### Your goal
List each line of the data in which the string "index" appears.

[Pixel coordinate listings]
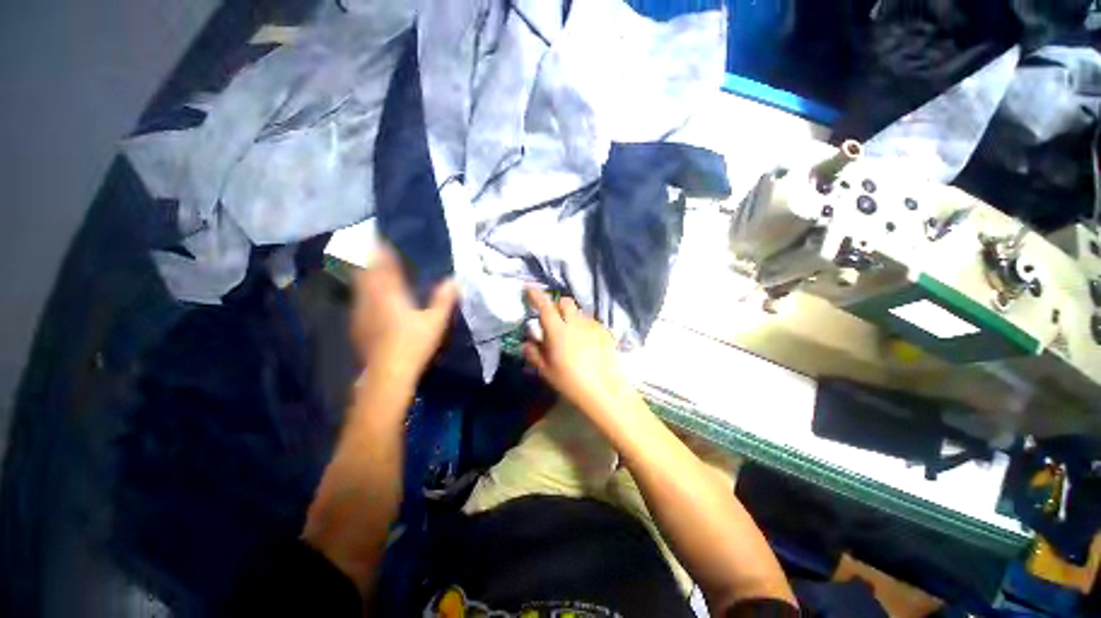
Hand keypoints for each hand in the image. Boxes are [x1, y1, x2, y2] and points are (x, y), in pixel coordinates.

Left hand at [351, 245, 456, 385]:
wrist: (387, 373)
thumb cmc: (413, 344)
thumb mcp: (435, 321)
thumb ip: (444, 299)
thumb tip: (455, 280)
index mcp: (390, 294)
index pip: (383, 266)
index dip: (381, 251)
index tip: (381, 239)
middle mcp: (370, 299)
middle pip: (365, 273)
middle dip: (368, 259)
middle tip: (372, 249)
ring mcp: (360, 313)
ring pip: (359, 287)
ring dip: (364, 275)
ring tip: (368, 267)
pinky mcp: (357, 326)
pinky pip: (359, 301)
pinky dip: (363, 293)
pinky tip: (368, 298)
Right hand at [522, 288, 633, 419]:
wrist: (604, 390)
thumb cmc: (570, 382)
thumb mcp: (546, 371)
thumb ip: (534, 353)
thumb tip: (526, 343)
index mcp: (558, 330)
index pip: (545, 306)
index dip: (536, 295)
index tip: (529, 289)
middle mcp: (576, 322)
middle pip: (565, 301)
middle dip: (557, 305)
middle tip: (553, 319)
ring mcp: (592, 326)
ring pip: (579, 312)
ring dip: (571, 317)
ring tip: (571, 334)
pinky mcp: (605, 332)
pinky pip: (591, 322)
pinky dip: (584, 326)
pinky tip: (586, 343)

### Result
index mcp: (390, 294)
index pip: (383, 266)
index dip: (381, 251)
index tip: (381, 239)
index mcp: (558, 330)
index pip: (545, 306)
index dip: (536, 295)
index tip: (529, 289)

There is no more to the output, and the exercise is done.